A site you crawled 10 minutes ago might be down now. Another site might be undergoing maintenance. Another might have rate-limited you without telling you.
The circuit breaker pattern is the difference between a crawler that degrades gracefully and one that hangs, retries forever, and wastes resources.
But here's the part I want to emphasize: this pattern is not about throughput alone. It's about *predictability*. You'd rather crawl 500 sites reliably every minute than 1,000 sites with a 40% failure rate.
And predictably, that's exactly what we got.
What We Learned Building This With Our Team in Vietnam
We built this crawler with a team split between Ho Chi Minh City and Can Tho. The remote devs didn't just write the code — they stress-tested it against real internet chaos.

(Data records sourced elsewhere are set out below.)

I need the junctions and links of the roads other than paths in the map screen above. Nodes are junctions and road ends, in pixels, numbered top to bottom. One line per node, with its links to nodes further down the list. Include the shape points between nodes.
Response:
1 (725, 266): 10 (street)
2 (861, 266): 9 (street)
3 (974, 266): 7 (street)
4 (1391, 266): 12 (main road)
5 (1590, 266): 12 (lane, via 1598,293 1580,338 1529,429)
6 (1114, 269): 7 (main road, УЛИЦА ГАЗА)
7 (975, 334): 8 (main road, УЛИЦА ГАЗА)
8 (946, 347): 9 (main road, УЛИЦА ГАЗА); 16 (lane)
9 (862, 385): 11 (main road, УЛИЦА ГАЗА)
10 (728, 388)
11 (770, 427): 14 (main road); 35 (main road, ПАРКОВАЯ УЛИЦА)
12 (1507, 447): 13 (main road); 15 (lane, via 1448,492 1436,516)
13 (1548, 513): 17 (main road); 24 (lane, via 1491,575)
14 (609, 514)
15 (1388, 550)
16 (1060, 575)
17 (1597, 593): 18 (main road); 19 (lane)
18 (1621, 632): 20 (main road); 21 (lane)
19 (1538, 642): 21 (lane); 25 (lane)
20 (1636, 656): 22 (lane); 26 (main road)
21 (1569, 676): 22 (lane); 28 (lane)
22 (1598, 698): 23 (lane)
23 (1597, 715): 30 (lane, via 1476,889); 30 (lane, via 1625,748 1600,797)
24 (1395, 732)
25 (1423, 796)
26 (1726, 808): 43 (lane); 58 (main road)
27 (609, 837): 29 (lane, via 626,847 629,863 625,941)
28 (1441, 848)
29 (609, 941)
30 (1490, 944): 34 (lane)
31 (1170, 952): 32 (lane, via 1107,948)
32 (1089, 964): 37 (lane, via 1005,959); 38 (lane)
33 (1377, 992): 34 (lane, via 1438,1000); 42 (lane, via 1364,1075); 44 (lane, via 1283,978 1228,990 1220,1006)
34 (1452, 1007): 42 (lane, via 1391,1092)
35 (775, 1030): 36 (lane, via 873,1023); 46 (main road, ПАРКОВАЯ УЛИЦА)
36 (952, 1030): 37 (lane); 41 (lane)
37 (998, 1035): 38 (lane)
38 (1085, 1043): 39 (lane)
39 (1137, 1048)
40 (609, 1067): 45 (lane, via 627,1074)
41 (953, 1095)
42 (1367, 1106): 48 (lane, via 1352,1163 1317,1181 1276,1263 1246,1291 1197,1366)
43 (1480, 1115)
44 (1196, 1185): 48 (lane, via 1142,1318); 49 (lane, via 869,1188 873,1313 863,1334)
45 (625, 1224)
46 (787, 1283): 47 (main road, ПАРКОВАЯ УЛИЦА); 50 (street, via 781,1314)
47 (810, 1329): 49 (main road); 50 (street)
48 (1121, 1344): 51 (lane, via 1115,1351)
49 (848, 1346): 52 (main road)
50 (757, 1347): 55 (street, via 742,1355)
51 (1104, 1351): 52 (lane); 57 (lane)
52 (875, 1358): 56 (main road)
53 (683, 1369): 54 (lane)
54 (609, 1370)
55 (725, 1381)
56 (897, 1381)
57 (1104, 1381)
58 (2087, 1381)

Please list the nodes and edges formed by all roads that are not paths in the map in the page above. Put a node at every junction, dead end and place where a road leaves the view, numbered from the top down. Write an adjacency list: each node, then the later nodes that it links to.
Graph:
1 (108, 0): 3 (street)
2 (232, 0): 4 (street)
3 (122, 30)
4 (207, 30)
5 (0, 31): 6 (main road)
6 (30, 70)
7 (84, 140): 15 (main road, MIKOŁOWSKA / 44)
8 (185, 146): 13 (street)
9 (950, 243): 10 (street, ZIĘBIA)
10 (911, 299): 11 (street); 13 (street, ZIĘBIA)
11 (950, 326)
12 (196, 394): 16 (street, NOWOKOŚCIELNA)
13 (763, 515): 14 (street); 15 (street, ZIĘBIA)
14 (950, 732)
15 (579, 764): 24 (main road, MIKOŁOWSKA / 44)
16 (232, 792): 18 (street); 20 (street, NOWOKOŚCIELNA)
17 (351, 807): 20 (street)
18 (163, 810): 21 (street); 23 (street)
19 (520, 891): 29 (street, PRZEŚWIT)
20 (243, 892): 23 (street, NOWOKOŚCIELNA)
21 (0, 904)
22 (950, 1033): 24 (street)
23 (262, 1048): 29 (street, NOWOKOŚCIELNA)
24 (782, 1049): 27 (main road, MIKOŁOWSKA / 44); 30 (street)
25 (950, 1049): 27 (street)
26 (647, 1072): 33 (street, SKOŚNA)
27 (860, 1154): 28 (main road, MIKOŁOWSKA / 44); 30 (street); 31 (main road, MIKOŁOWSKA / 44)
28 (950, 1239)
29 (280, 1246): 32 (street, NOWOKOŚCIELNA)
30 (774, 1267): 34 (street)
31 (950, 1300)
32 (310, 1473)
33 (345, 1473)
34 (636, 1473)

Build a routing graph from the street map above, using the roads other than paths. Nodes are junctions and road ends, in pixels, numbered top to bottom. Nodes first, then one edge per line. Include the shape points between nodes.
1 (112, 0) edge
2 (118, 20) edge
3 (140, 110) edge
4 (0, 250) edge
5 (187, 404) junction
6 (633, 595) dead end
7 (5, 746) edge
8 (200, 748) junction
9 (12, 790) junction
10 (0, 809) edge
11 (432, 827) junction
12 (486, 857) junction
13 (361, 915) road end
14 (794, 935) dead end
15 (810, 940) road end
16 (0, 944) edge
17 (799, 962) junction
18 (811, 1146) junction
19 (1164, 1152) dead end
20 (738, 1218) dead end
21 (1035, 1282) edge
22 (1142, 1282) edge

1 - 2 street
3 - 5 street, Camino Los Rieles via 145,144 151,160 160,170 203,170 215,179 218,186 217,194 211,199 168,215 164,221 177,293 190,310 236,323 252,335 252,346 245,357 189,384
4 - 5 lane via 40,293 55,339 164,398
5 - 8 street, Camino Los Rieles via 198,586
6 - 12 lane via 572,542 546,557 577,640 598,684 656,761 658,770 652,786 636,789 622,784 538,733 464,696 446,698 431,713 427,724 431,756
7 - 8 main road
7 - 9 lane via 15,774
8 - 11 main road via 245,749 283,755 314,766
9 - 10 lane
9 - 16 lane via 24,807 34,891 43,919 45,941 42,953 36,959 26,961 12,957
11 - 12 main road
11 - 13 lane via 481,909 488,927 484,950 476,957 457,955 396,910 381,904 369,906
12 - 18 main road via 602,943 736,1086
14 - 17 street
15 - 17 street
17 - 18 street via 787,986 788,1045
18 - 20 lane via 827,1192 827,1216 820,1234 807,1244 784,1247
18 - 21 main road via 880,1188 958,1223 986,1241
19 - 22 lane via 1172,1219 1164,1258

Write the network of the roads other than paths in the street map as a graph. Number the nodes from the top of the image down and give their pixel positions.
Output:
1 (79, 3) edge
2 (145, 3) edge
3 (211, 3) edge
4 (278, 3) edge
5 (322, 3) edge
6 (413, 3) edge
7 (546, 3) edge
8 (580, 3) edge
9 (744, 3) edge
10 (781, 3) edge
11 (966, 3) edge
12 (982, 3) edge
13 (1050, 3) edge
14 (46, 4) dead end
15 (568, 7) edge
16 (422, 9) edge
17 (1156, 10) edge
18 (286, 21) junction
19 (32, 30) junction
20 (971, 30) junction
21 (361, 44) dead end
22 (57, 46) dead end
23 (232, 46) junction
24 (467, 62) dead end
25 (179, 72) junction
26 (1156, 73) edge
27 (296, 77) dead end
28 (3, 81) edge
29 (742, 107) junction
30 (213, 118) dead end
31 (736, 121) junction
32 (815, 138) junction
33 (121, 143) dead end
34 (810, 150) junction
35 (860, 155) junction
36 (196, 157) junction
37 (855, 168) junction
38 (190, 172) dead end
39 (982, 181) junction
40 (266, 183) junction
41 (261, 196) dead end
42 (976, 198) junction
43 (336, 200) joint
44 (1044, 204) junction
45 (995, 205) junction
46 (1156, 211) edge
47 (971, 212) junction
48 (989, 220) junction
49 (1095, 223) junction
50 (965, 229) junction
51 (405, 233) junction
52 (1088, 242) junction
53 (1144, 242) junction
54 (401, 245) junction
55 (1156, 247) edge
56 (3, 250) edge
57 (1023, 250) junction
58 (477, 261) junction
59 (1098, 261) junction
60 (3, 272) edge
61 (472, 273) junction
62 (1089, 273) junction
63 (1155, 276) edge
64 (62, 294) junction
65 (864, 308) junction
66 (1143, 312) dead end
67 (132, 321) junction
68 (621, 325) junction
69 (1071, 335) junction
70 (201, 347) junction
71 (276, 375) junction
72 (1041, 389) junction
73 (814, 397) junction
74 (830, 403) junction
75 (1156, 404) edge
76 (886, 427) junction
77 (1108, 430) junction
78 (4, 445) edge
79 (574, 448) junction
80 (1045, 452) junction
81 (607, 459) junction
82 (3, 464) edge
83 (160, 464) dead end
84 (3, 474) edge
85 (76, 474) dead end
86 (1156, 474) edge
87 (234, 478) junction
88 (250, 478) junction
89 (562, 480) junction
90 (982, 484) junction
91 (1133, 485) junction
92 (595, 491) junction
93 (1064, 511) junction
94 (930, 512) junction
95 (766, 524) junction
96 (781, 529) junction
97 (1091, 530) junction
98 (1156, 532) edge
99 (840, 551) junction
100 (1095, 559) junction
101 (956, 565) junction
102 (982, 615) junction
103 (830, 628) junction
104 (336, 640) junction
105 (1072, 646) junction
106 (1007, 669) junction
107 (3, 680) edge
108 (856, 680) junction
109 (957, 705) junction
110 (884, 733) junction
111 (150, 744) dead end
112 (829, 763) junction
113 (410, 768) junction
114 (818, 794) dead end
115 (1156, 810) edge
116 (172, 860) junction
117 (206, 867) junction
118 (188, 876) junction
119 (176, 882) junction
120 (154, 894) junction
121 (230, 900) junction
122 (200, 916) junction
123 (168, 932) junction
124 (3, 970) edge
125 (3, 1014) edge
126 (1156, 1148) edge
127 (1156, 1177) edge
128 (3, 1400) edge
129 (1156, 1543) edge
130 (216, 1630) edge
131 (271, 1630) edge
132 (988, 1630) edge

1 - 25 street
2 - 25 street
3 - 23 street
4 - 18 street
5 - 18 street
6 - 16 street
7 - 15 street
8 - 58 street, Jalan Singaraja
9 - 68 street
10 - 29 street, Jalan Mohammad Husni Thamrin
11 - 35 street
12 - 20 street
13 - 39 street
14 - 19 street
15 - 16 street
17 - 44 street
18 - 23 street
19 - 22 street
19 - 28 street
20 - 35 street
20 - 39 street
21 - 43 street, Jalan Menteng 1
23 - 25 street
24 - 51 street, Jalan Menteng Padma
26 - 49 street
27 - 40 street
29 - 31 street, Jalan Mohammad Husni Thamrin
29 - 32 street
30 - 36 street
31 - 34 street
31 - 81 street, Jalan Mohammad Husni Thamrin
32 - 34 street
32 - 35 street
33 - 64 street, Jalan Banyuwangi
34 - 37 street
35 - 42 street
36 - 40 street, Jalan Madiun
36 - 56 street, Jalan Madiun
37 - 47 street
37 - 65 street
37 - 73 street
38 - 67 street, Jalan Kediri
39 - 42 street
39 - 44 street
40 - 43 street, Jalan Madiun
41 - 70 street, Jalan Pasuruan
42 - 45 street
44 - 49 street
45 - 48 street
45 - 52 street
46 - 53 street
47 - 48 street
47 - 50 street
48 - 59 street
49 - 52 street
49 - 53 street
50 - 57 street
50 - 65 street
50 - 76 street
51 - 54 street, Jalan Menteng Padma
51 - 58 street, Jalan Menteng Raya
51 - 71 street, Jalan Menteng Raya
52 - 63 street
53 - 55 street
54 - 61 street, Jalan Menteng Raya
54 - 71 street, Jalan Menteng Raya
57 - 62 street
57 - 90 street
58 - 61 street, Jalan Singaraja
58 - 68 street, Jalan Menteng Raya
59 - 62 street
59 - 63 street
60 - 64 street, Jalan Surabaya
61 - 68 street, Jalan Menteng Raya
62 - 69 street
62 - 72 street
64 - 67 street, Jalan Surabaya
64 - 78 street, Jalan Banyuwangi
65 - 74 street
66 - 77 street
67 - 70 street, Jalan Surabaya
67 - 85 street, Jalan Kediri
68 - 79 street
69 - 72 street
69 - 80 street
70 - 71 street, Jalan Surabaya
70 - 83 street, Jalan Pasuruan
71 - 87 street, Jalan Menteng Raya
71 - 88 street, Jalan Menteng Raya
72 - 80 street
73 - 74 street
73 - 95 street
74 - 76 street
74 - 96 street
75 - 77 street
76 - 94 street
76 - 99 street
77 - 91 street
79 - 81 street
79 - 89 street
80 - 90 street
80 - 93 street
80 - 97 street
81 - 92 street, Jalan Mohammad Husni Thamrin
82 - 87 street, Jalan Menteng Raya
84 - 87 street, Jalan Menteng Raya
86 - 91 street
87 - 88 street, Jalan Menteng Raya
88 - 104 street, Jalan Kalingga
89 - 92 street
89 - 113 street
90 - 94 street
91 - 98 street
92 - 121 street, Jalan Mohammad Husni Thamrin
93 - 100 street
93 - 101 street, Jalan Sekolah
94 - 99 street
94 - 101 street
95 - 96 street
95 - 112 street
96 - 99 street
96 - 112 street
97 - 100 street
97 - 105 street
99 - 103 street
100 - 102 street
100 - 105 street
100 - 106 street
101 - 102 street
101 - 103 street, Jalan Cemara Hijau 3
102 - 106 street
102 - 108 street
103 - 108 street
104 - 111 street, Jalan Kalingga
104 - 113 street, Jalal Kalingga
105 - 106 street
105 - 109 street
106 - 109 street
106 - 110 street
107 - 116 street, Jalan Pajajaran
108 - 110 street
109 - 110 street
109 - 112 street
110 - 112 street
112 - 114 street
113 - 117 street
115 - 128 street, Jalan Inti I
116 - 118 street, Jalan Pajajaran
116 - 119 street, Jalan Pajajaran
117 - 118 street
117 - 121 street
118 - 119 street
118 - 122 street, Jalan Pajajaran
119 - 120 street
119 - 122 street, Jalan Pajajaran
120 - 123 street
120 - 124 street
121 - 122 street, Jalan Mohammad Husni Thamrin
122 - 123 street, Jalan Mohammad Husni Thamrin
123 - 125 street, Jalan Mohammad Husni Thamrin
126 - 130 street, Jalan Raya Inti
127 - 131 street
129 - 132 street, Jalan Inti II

One junior dev in Can Tho found a bug in Pattern 4 where the timeout calculation would divide by zero on first request. It would've crashed the whole pipeline if we'd shipped it. They saved us from a production outage before the code even hit staging.
That's the kind of ownership you get when you hire engineers who actually understand async patterns — not just copy-paste them from Medium.
Production Checklist for High-Throughput Async Crawlers
If you're building something similar, here's your checklist:
- Use `asyncio.Queue` with bounded workers (not `gather`)
- Implement per-domain rate limiting (Token Bucket or Leaky Bucket)
- Add circuit breakers with cooldown timers
- Use adaptive timeouts based on rolling averages
- Add jitter to exponential backoff to avoid thundering herd
- Monitor connection pool — don't leak sockets
We've open-sourced our base crawler skeleton on GitHub. Reach out if you want the link.
Frequently Asked Questions
Is `asyncio.gather` with a Semaphore equivalent to a worker queue?
No. `gather` creates all tasks upfront, even if a Semaphore caps concurrency. This means memory overhead for all 1,000 task objects. A worker queue only holds tasks for active workers, which is far more memory-efficient at scale.
How do I handle cookies and sessions across retries?
Use `aiohttp.ClientSession` as a context manager at the top level — not per request. A single session handles cookie persistence and connection pooling automatically. Just pass it into your workers.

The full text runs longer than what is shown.